II THE NATURE OF HER COMPASSION.
Having thus considered the Divine purpose of Mary's Compassion,
as far as it is in our power to do so, we may now pass to our second
question, the nature and characteristics of her Compassion. What do we
mean by the word Compassion? All sorrow for our Lord's Passion is
compassion with Him. The contemplation of the Saints, their painful
ecstasies, the stigmata and thorny crowns, the engraving of the emblems
of the Passion on the flesh of their hearts, and the miraculous inward
sympathies with the Passion in their souls, are all but so many forms
of Compassion, in the theological sense of the word. In like manner,
the tears and prayers and devout meditations of common Christians, the
penances of Holy Week both among seculars and religious, the frequency
of making the Stations or joining in other devotions to the Passion,
are also Compassion, in the same strict sense. Hence it would appear
that all sorrow of which the Passion is the cause, all sorrow which is
the echo of the Passion in our hearts, no matter whether this sorrow
takes the form of prayer, of penance, or of merciful deeds to others,
is what we mean by Compassion. It is a great part, and truly an
indispensable part, of the deep inward life of every believer. The more
holy the heart in which it exists, the closer is its union with the
life-giving Passion of our Lord. The intimacy and mystical beauty of
this union depend on the vigor of the operations of grace, on the
intensity of the will in identifying itself with the will of our
Saviour, on the absence of all sin and self-seeking to mar the
completeness of the union or retard the processes of grace, and finally
on the tenderness of heart and the self-oblivion of ecstatic love which
accompany it. Now, in all these respects our Lady's Compassion is
beyond all comparison with the Compassion of the saints, so far beyond
it that we may use the word Compassion of her companionship in the
Passion, and use other and commoner words for the union of the Saints
with the sufferings of our Lord.
But, as in the matter of co-operation, our Lady not only co-operated
with Jesus in the same sense as the Saints, only in a superlative
degree, but also co-operated more intimately with Him in ways the
Saints could not share, so is it with her Compassion. It was actually
contemporaneous with the Passion, and took place in the presence of the
Passion. Indeed, it is remarkable that all our Lady's dolors are
compressed within the Thirty-Three Years. None fell in the fifteen
years before, none fell in the fifteen years after. They came from the
presence of Jesus. They were the very contact of His Heart with hers.
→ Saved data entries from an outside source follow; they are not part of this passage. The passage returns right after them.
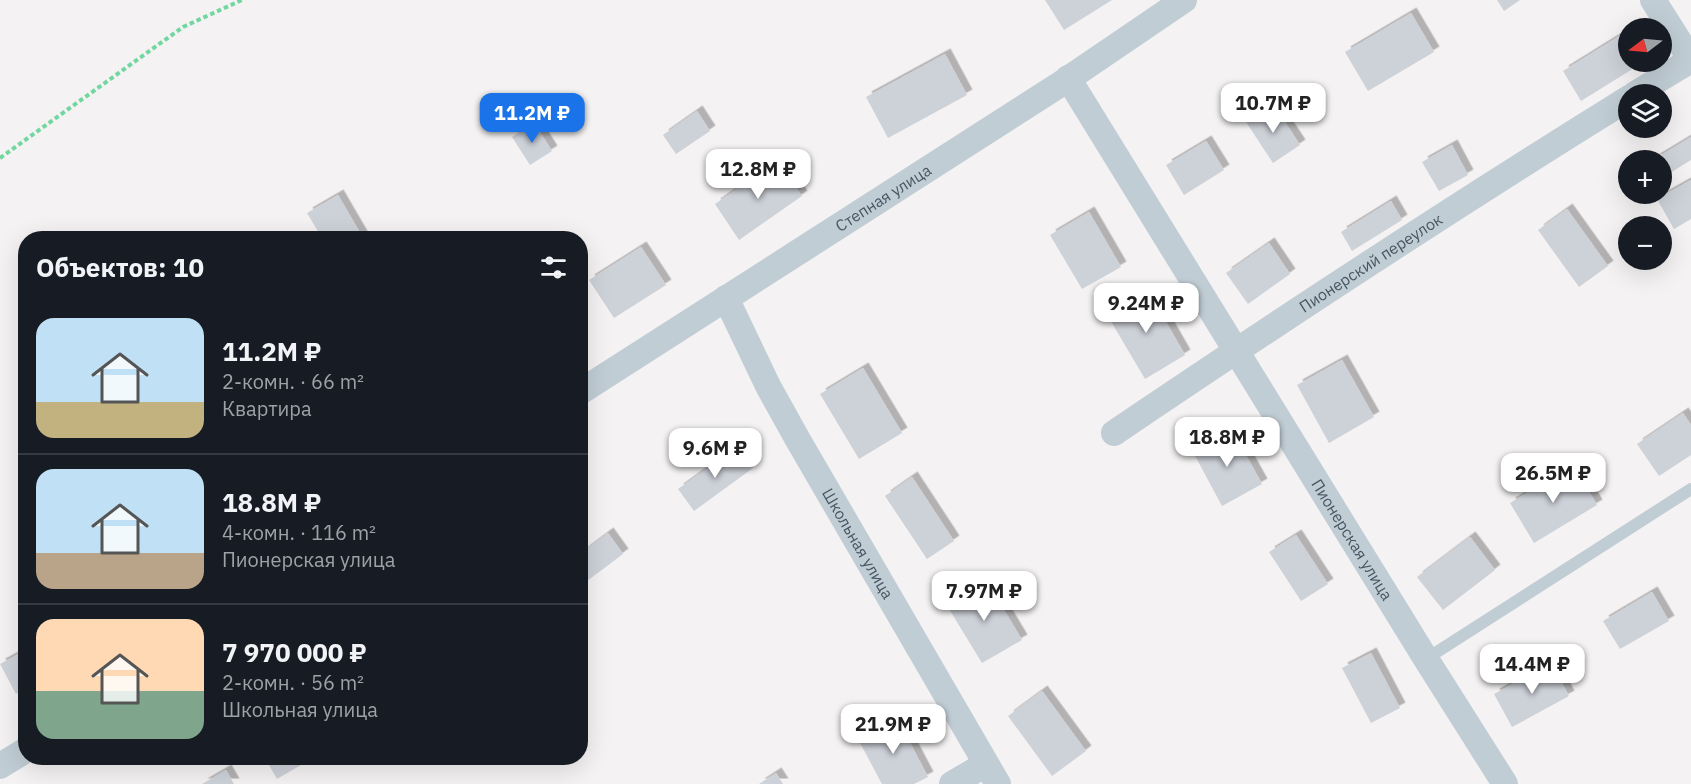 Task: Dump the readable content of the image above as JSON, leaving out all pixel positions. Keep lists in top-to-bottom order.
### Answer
{
  "streets": {
    "street": [
      "Степная улица",
      "Пионерский переулок",
      "Пионерская улица",
      "Школьная улица"
    ]
  },
  "crossings": [
    ["Степная улица", "Пионерская улица"],
    ["Степная улица", "Школьная улица"],
    ["Пионерский переулок", "Пионерская улица"]
  ],
  "north": "left",
  "page": {
    "map_buttons": ["+", "−"],
    "price": [
      "10.7M ₽",
      "11.2M ₽",
      "12.8M ₽",
      "9.24M ₽",
      "18.8M ₽",
      "9.6M ₽",
      "26.5M ₽",
      "7.97M ₽",
      "14.4M ₽",
      "21.9M ₽"
    ],
    "heading": "Объектов: 10",
    "list": [
      {
        "name": "11.2M ₽",
        "note": "2-комн. · 66 m² · Квартира"
      },
      {
        "name": "18.8M ₽",
        "note": "4-комн. · 116 m² · Пионерская улица"
      },
      {
        "name": "7 970 000 ₽",
        "note": "2-комн. · 56 m² · Школьная улица"
      }
    ]
  }
} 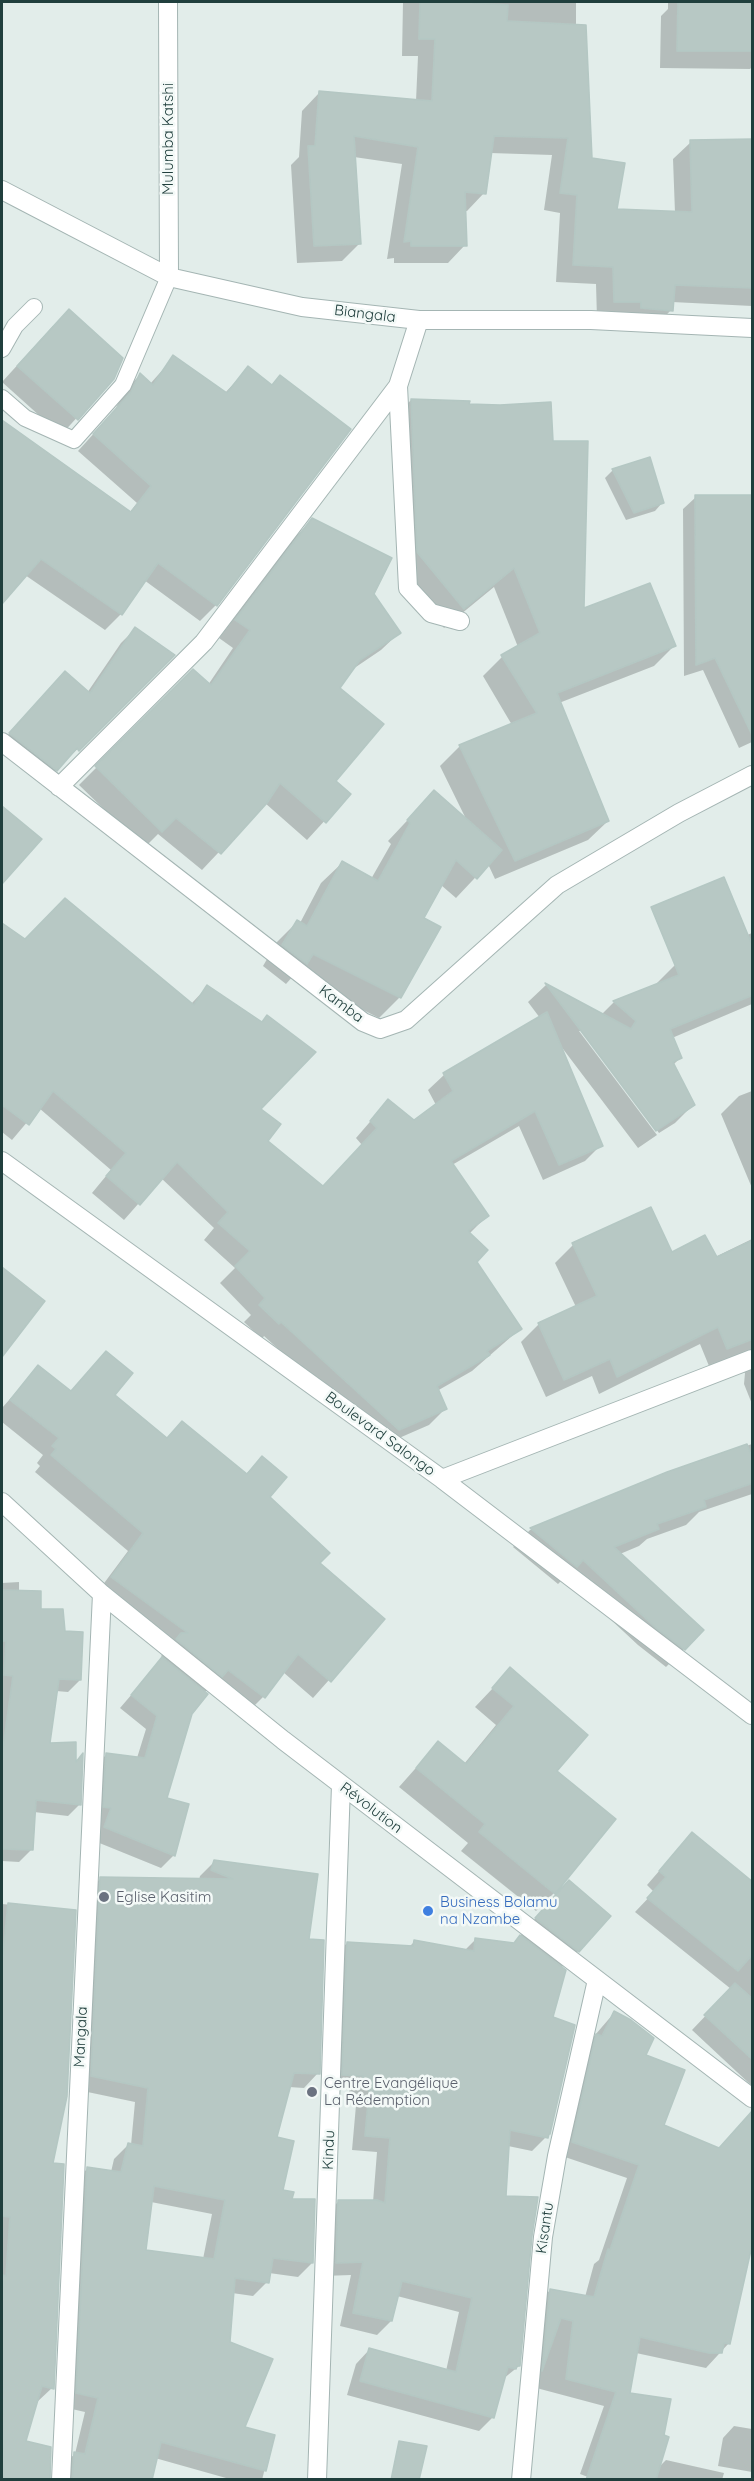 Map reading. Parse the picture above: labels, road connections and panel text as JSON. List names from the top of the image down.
{
  "streets": {
    "street": [
      "Mulumba Katshi",
      "Biangala",
      "Kamba",
      "Boulevard Salongo",
      "Révolution",
      "Mangala",
      "Kindu",
      "Kisantu"
    ]
  },
  "crossings": [
    ["Mulumba Katshi", "Biangala"],
    ["Révolution", "Mangala"],
    ["Révolution", "Kindu"],
    ["Révolution", "Kisantu"]
  ],
  "places": ["Eglise Kasitim", "Business Bolamu na Nzambe", "Centre Evangélique La Rédemption"]
}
The actual presence of our Lady's Compassion at the time and place of
the Passion gives it a union therewith which no other sorrow for our
Lord can share. It was part of the living mystery itself. It was not
the gradual result of long meditation. It was not a sorrow felt in the
calm seclusion of the undistracted cloister, or a pious emotion roused
by the marvellous ceremonial of a believing Church. It did not come
from literature, or ritual, or history, or private revelation, or
mysticism, or art, or poetry, but from the sights and sounds of the
very Passion, in which it was immersed, and of which it formed an
integral portion. It was part of our Blessed Mother's life. It was a
series of events which happened to herself, outward sorrows of her own
making these inward wounds. She had distinct rights, by which she was
entitled to share in the Passion. I t needed not to be transferred to
her by grace, or love, or participation, or the power of faith. It was
hers already as a mother. She suffered it in all the rawness and
dishonor of its existing reality. She was in the crowd; she was jostled
in it, and derided by it; she was distracted by the tumult; her inward
tranquility was assailed by the agitation and horror of the senses. All
this is true of her Compassion, and of hers only.
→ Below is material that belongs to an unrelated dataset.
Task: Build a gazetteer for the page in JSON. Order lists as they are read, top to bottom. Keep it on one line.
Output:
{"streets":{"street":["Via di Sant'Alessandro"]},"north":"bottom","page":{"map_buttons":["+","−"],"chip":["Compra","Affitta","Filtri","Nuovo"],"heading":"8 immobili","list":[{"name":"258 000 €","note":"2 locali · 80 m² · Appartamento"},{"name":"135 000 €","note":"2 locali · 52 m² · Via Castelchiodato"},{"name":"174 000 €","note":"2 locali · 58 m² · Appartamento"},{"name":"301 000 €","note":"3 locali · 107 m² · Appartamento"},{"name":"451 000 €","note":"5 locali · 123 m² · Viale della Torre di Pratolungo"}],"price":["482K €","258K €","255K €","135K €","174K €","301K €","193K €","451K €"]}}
Moreover, her Compassion was part of the Passion in the sense of having
actually increased the Passion. With Judas, and Annas, and Caiaphas,
with Pilate and Herod, with the Roman soldiers and the Jewish rabble,
we must reckon Mary among those who wrung our Saviour's Heart with
sorrow. Except the dereliction of His Father, we may well suppose that
there was no pain in all His Passion equal to that which the vision of
His Mother's broken heart supplied. Thus her Compassion was an integral
part of His sufferings. Beautiful as it was, and exceedingly holy, a
very worship in itself, and a very growth of heaven, to Him it was
simple anguish. Intensely as He loved each soul of man, and therefore
loved all souls collectively with an amount of burning desire which
bewilders our conjectures, the single soul of His Mother was with Him
an object of amazing love far beyond what He felt for all other
creatures together. To see her, therefore, tempest-tossed on a dark
ocean of unutterable woe, was, of itself, a fearful torture to Him; but
that woe was caused by Himself; it was being poured out of His soul
into hers each separate moment, at each separate shame, pain, outrage,
and indignity. It was He who was stretching her on the rack,----He who
was turning the instruments of her torture perpetually beyond the
limits of human endurance,----He who was thickening the inconsolable
darkness round about her. It was He only who was doing all this.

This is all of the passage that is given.